Our View: Martis Valley not ‘saved’ yet
Looking back, it would be easy to say that conservation groups sued willy-nilly to hinder private property owners in the Martis Valley from exercising their rights ” namely to develop their land to the extent allowable under the law.
But it would be just as easy to argue that developers and Placer County planned willy-nilly without taking into consideration the public trust or environmental law.
When two opposing ideas clash and negotiations fail, as they did in this case between developers and conservationists, the recourse is a lawsuit, which makes the parties more amenable to really hashing things out.
In the end that’s what happened with the Martis Valley suits. Now that there are no legal hammers poised above people’s heads. The players in the drawn-out legal battles over development around the valley are understandably positive. It’s called compromise.

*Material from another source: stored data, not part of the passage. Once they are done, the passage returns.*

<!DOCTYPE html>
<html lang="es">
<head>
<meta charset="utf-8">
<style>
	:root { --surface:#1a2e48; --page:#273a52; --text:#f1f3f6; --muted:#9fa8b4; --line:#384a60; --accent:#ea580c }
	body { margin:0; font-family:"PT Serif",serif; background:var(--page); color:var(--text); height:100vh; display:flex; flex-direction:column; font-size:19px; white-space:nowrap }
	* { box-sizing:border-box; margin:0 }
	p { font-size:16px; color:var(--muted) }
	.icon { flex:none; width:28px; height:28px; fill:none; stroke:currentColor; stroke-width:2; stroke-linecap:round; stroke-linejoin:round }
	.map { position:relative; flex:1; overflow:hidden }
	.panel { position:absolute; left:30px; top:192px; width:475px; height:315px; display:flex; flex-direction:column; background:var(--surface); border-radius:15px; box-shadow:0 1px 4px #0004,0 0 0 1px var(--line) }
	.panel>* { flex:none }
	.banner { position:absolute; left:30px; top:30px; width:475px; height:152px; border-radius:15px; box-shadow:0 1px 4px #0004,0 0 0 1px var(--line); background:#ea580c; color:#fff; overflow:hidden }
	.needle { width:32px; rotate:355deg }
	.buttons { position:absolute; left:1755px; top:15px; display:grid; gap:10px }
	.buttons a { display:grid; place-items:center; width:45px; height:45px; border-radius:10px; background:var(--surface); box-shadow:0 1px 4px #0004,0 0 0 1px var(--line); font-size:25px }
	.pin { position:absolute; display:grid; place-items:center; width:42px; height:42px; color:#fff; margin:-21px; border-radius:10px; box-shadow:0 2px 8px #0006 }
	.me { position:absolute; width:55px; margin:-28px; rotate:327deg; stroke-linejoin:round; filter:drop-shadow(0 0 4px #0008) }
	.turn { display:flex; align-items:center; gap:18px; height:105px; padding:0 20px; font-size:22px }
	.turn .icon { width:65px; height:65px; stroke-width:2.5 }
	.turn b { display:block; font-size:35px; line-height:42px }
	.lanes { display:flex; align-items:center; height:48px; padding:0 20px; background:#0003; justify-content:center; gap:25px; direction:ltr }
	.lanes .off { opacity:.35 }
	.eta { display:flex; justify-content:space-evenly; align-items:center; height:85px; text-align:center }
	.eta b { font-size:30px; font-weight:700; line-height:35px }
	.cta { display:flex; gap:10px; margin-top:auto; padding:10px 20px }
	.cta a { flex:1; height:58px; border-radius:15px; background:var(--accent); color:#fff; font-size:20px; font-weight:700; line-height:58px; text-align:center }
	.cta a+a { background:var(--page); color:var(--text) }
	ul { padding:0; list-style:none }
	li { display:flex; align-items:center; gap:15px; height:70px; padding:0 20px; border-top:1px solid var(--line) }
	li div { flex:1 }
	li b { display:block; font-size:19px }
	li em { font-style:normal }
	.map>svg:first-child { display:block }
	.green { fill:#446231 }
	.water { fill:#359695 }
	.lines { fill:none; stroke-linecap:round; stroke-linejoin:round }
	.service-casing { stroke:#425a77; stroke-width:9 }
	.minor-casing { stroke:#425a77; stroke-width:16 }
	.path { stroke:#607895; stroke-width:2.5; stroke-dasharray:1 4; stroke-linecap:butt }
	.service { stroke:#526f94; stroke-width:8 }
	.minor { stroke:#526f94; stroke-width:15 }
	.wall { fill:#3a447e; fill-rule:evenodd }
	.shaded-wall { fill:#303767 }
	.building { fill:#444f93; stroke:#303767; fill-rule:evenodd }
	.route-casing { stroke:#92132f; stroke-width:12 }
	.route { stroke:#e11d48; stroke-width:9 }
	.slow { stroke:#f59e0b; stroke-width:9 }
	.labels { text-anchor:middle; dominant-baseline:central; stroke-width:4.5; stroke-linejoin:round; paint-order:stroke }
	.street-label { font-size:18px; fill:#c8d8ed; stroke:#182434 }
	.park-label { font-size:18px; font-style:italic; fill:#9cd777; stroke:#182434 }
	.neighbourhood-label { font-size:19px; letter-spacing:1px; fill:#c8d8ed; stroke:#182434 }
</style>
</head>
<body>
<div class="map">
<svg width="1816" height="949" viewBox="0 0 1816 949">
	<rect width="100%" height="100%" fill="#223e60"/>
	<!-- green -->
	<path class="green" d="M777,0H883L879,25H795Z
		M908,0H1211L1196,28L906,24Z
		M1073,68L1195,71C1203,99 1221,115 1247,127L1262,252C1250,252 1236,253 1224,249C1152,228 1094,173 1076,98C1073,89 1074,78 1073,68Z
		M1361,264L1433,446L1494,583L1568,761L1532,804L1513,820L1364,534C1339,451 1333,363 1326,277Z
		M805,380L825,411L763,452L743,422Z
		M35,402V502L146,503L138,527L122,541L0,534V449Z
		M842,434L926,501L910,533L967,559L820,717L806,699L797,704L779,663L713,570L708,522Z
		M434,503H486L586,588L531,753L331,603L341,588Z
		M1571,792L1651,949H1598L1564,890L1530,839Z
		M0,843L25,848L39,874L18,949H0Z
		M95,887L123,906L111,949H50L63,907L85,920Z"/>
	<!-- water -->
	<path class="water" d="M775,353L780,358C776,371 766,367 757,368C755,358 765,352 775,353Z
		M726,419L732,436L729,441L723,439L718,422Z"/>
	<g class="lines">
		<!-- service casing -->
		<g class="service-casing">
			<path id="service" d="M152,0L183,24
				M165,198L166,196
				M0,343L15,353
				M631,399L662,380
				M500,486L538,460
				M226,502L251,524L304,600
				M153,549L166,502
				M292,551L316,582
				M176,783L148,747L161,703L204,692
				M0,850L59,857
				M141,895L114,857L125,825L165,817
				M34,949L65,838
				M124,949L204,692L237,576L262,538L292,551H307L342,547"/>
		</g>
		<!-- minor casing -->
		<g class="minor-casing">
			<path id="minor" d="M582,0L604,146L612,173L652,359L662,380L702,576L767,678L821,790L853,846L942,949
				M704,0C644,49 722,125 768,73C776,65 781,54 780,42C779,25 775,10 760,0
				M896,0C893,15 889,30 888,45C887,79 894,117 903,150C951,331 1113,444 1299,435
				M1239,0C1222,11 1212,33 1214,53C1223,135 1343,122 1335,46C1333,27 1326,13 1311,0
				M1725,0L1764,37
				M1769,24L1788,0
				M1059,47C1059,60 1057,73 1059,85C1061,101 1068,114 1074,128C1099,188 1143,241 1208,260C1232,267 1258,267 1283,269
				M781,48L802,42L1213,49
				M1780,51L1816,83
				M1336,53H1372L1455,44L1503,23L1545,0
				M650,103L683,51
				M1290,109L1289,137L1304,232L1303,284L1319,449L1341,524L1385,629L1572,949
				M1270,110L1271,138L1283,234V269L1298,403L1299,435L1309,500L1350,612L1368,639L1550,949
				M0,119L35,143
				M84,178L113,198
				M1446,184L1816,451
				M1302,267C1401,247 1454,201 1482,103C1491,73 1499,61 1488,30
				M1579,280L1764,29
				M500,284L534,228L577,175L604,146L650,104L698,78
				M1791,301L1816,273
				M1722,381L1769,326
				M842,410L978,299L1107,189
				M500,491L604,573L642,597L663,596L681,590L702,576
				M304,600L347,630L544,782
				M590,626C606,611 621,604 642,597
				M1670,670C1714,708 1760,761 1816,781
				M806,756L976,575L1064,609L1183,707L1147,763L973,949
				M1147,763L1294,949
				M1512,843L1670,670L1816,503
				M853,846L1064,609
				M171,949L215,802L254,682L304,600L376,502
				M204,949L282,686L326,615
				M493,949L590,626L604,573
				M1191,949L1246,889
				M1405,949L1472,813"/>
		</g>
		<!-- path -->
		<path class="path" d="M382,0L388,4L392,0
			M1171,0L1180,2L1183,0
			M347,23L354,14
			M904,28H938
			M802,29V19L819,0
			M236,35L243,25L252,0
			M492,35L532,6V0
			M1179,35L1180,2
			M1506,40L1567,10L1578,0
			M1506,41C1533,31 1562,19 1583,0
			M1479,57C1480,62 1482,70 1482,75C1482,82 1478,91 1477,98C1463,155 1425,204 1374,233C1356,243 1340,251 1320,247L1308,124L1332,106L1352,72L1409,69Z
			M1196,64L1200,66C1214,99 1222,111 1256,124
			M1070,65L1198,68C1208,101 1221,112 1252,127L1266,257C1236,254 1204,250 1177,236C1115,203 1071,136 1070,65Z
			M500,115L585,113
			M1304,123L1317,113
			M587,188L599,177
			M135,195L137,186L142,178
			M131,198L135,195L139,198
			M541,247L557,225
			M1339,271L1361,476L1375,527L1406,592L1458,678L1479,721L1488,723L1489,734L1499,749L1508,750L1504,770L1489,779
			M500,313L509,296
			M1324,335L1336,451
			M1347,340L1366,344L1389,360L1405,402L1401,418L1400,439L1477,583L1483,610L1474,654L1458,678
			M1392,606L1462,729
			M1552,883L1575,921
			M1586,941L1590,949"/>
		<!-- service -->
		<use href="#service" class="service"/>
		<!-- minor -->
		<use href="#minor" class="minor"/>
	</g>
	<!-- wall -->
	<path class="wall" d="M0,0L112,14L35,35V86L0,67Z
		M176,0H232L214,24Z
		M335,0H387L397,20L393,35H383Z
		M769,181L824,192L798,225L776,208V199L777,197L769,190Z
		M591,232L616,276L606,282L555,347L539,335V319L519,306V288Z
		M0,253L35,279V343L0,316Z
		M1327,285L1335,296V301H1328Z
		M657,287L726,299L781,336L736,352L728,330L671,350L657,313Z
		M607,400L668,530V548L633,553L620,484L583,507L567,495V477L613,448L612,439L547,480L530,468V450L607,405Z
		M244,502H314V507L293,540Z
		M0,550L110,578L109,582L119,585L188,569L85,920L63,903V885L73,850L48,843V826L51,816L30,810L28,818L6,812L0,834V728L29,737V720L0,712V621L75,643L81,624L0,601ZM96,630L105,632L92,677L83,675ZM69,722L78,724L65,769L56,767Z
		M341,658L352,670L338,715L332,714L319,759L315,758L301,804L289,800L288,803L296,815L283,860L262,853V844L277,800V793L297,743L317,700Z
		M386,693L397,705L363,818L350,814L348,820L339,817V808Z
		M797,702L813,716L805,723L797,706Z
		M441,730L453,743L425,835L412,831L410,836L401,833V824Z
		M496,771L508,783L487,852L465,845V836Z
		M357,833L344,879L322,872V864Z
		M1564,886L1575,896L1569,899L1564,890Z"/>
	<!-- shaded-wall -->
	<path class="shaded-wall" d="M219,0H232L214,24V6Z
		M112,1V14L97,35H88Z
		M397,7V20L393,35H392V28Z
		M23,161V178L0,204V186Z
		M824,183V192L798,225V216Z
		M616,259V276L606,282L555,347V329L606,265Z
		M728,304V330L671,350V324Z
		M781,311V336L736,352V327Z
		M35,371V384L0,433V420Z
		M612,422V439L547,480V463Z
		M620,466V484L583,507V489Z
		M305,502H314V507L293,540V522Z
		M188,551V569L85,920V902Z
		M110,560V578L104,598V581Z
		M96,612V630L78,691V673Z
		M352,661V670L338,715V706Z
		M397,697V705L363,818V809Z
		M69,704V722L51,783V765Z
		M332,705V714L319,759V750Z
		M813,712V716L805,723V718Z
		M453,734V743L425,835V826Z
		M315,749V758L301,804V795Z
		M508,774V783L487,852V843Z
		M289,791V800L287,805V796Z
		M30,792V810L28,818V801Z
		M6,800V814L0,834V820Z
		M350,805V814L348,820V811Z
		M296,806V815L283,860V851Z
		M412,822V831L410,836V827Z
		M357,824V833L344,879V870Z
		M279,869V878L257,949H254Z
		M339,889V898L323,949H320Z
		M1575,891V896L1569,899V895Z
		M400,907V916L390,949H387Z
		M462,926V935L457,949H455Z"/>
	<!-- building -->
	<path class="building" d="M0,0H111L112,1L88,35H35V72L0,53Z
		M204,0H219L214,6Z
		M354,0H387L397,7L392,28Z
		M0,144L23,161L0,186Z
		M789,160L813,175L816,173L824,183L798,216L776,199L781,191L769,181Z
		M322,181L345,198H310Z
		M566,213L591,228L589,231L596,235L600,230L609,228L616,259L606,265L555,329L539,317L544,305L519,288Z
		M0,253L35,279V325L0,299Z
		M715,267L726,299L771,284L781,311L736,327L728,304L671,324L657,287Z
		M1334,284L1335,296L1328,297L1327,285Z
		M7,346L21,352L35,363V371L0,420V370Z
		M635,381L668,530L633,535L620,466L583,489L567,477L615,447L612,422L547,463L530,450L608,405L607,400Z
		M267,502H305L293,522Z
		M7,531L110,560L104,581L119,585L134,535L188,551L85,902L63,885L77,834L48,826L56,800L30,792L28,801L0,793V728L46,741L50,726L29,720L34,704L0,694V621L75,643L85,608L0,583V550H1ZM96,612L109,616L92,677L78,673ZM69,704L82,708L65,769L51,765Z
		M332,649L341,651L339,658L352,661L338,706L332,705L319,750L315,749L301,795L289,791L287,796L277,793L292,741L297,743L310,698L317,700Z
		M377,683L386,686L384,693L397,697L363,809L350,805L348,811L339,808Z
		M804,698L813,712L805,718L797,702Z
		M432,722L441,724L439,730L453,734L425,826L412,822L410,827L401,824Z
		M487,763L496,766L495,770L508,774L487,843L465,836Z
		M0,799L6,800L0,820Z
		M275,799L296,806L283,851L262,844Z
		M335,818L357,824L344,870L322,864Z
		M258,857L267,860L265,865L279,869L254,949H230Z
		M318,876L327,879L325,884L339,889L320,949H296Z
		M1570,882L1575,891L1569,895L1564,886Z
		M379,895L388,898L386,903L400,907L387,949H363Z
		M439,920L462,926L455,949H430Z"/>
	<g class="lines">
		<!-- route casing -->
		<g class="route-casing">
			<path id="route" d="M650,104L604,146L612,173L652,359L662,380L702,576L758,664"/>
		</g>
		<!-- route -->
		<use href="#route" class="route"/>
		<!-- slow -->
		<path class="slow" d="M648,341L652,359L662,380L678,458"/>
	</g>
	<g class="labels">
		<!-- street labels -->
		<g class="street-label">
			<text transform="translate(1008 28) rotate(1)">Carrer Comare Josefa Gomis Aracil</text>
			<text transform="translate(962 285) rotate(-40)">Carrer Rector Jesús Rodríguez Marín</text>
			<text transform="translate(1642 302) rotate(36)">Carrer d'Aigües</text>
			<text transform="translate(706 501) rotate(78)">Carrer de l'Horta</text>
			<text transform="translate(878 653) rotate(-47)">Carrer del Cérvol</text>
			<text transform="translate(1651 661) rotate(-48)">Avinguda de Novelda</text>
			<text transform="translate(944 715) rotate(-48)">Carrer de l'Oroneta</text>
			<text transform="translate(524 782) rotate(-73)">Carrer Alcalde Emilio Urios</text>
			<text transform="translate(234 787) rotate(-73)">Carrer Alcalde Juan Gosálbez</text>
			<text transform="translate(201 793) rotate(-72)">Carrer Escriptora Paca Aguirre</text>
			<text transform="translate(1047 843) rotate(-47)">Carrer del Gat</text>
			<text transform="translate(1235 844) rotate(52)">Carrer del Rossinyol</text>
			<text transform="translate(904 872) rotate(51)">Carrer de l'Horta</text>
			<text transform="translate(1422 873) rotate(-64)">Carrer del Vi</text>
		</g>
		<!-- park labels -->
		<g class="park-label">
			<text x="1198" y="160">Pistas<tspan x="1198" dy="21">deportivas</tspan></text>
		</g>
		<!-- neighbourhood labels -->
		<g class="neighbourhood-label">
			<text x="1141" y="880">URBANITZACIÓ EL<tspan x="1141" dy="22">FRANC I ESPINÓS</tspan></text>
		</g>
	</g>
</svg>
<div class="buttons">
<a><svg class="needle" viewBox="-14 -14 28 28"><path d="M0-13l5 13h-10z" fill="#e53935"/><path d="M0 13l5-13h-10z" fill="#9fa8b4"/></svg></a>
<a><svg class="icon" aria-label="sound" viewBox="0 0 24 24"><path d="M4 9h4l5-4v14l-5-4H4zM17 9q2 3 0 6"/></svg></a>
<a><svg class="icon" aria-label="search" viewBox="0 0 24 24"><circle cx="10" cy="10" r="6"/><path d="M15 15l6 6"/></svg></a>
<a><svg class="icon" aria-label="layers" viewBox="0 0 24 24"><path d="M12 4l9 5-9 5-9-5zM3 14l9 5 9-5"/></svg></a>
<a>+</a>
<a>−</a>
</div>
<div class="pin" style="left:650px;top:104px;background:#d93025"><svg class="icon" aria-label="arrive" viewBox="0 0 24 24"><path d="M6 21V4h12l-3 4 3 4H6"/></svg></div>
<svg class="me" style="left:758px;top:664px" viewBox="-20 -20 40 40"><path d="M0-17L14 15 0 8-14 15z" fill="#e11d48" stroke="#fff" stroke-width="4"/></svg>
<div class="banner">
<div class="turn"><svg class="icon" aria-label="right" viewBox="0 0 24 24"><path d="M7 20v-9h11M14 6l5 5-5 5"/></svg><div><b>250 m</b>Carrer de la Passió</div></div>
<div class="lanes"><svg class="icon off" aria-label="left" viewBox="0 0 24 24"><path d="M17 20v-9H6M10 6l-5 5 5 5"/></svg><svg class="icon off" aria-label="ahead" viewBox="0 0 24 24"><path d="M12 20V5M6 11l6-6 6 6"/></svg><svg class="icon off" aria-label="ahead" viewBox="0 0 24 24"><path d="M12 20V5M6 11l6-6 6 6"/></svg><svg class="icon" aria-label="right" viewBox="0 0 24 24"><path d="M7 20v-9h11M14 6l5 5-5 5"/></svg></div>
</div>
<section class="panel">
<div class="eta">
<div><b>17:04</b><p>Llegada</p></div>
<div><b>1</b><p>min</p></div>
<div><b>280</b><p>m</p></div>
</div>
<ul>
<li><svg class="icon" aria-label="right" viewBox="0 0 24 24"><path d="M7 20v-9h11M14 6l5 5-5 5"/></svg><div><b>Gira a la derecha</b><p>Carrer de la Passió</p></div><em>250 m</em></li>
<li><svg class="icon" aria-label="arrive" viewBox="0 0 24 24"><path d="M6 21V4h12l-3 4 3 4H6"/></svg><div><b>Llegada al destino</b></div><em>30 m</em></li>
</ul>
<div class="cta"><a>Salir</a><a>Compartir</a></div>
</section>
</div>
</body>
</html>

Developers will still be able to build hundreds, albeit fewer, of homes and golf courses while conservationists will see millions of dollars from real estate transfer fees for decades to come.
That’s because the future of Martis Valley, as it relates to other property holders who haven’t trotted out definitive plans, remains unclear. There remain nearly 8,000 acres of private property on the east side of the valley that are, to one degree or another, still in play for some form of development.
The funds conservation groups and developers agreed to agree on could very well be leveraged to acquire all or some of the remaining land around the valley in the future at what would have to be fair-market price.
We see that as a win-win situation.
However, that scenario is another part of the development saga that remains to be played out, meaning those “Save Martis Valley” bumper stickers aren’t obsolete quite yet.
For the time being, though, we can all agree to disagree on methods like lawsuits but recognize developers got something now and the rest of us will get something in the future.